Liz Burk, a psycologist from New York, whose adopted home of Louisiana is the subject of her new collection of poetry, invites fellow poets and the public for a reading at the Roy House.

UL Press author Randy Gonzales returns to the Roy House with his ground-breaking poetry about Filipino heritage and ancestral memories.

J. Bruce Fuller investigates how boyhood and fatherhood entwine to create cycles that mimic decaying and dangerous natural surroundings.

Unmoored is a debut collection of poems by Elizabeth Burk arranged loosely in the form of a memoir. The poems span growing up in politically radical NYC, to Parisian adventures, mid-life experiences, and aging. The book has been described as both existentially serious and massively entertaining.

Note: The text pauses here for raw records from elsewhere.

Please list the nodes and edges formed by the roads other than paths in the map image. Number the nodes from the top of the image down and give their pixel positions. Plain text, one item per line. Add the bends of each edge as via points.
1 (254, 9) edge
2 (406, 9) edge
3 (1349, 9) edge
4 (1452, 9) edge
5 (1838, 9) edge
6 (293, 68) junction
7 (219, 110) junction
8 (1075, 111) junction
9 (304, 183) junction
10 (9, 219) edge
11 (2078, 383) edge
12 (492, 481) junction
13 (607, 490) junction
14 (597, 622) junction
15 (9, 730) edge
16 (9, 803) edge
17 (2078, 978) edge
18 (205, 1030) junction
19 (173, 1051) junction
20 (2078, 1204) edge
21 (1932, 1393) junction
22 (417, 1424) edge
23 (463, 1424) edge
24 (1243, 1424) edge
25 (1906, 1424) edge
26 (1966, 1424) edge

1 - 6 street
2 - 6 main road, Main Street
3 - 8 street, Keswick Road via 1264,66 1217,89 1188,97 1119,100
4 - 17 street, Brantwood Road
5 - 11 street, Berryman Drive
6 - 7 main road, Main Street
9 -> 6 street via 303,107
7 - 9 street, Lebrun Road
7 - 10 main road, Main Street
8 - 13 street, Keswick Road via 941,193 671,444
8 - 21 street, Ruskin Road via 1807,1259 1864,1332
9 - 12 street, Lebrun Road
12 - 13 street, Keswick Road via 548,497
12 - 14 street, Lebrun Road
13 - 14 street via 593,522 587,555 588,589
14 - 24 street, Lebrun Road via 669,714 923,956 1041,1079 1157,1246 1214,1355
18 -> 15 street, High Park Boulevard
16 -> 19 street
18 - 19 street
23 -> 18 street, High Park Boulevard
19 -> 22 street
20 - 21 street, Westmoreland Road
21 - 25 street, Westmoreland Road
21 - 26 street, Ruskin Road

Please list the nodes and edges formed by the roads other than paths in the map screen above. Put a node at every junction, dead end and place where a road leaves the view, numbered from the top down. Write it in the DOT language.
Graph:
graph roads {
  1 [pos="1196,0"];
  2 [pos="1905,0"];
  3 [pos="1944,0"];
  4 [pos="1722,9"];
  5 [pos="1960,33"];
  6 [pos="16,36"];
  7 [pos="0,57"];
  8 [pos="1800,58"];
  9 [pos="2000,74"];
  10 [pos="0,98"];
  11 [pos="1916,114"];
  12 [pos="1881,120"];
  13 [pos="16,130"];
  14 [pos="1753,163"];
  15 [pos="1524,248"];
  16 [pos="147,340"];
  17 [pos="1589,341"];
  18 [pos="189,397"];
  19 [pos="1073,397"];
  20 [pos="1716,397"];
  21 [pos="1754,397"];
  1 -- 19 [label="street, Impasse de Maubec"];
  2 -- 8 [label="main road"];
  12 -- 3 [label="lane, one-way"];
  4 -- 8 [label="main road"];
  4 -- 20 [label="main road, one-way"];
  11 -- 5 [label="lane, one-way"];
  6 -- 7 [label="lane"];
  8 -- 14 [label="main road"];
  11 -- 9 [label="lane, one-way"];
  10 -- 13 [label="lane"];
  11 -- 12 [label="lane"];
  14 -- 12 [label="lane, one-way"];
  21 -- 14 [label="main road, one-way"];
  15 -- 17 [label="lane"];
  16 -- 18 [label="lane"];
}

Settling St. Malo brings us back to a time when Louisiana had the largest Filipino population in the United States. It explores a fishing village in Lake Borgne, shrimp drying platforms in Barataria Bay, and the Filipino Colony Bar in New Orleans. It shows how social, cultural, and political forces lead us to diminish the significance of these places and events.

In How to Drown a Boy, the woods, the water, the oil rigs, and the men who work them all have a powerful effect on the speaker from childhood through adulthood. These poems examine the weight of a family and culture against a backdrop of climate change and environmental disaster.